Schaffer v. Wolbe

148 S.E.2d 437 | Ga. Ct. App. | 1966

113 Ga. App. 448 (1966)
148 S.E.2d 437

SCHAFFER
v.
WOLBE.

41797.

Court of Appeals of Georgia.

Argued February 7, 1966.
Decided April 5, 1966.

Fine & Rolader, A. J. Block, Jr., for appellant.

Huie, Etheridge & Harland, W. Stell Huie, for appellee.

*451 FRANKUM, Judge.

1. The only contentions of the appellant on this appeal are that the contract sued on is too vague and *449 indefinite to be enforced, that it lacks mutuality and consequently is unenforceable, and that the petition fails to allege facts showing that the defendant acted in bad faith so as to entitle the plaintiff to a judgment for the expenses of litigation and attorney's fees. Insofar as the first two contentions are concerned this case is controlled adversely to those contentions by the principles enunciated in Spindel v. National Homes Corp., 110 Ga. App. 12 (137 SE2d 724). As was there said: "While a promise may be a mere nudum pactum when made because it is lacking in mutuality, it may become binding on the promisor when the promisee furnishes the consideration contemplated by the promise. . . The test of mutuality in contracts is to be applied at the time the contract is to be enforced, and if the promisee has accomplished the object contemplated by the promise or offer by doing what was contemplated, thereby the promise is rendered valid and binding. Retailers Service Bureau v. Newman, Frierson &c. Co., 40 Ga. App. 185 (2) (149 S.E. 89)." There is a distinction between a contract made by the giving of a promise for a promise which must, in order to be enforceable, be mutually binding, and a contract effected by an offer which the offeror contemplates may be accepted by the doing of some act, in which latter case the offeror does not become bound to perform his part of the bargain until the offer has done the thing intended to be done as an acceptance. The contract alleged in this case is clearly of the latter class. The contract sued on in this case, having been performed by the plaintiff, was neither so vague and indefinite nor so lacking in mutuality as to be unenforceable, and the trial judge did not err in overruling the general demurrers.

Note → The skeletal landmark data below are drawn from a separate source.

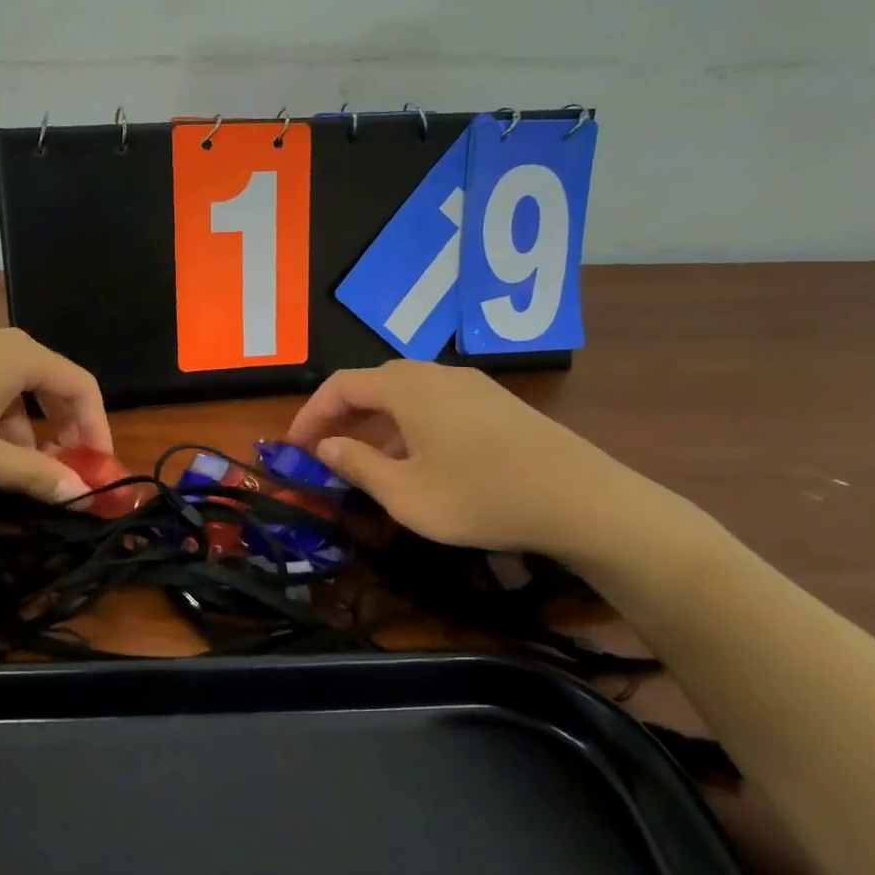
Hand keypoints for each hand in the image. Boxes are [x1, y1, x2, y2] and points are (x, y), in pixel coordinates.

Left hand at [0, 328, 109, 502]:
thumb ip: (37, 475)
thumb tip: (81, 494)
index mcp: (21, 357)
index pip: (82, 386)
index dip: (97, 429)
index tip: (96, 470)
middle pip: (51, 385)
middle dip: (61, 432)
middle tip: (58, 473)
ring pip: (13, 389)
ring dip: (23, 431)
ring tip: (5, 472)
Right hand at [284, 360, 659, 560]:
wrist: (582, 499)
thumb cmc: (481, 497)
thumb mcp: (407, 493)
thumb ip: (359, 466)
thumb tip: (326, 447)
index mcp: (407, 388)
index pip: (341, 385)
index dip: (310, 414)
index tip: (293, 447)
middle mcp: (435, 374)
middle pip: (372, 384)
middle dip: (340, 417)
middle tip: (322, 453)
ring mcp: (470, 386)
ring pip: (405, 395)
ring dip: (374, 423)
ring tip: (363, 462)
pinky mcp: (495, 403)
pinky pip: (434, 405)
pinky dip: (407, 426)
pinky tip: (415, 461)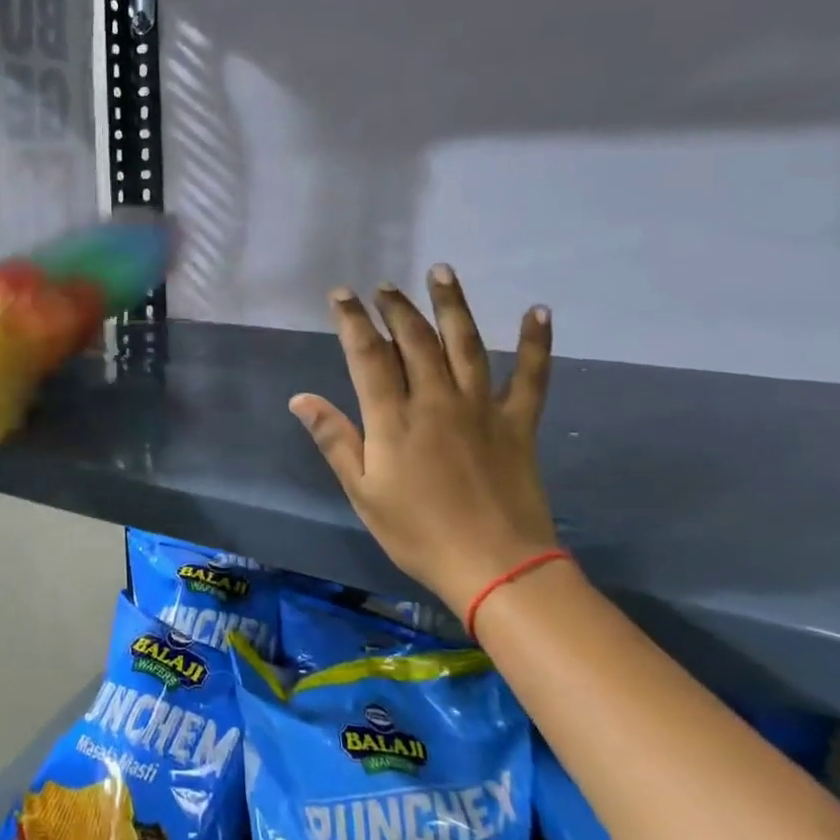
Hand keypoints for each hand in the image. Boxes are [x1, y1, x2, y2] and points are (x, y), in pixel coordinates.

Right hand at [290, 265, 558, 609]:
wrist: (496, 567)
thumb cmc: (418, 533)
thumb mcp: (363, 492)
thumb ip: (334, 440)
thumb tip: (301, 398)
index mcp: (394, 418)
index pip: (368, 355)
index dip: (353, 320)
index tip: (342, 295)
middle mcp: (437, 400)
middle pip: (415, 340)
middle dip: (396, 308)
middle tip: (384, 286)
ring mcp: (481, 408)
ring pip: (466, 344)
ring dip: (452, 305)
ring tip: (442, 272)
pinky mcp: (518, 423)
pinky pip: (531, 376)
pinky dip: (536, 343)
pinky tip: (538, 311)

2. With respect to the other contention of the appellant, the case of Edwards-Warren Tire Co. v. Coble, 102 Ga. App. 106, 111 (115 SE2d 852), controls. As was there said, in effect, bad faith involves actual or constructive fraud or a design to mislead or deceive another, or a neglect or a refusal to fulfill some duty or some contractual obligation, not prompted by an honest mistake, but prompted by some sinister motive. The allegations of the petition with respect to the acts of the defendant in concealing from the plaintiff the fact that a commission had been received from the sale in question would, if proved, authorize a jury to infer that the defendant *450 acted from an interested motive not prompted by an honest mistake as to his rights, and that in so concealing from the plaintiff the fact that a commission had been earned on the sale he had a design to mislead or deceive the plaintiff so as to avoid an existing contractual obligation to the plaintiff, and that such acts amounted to an actual or constructive fraud on the plaintiff.

3. The court did not err in overruling any of the grounds of demurrer.

Judgment affirmed. Felton, C. J., and Pannell, J., concur.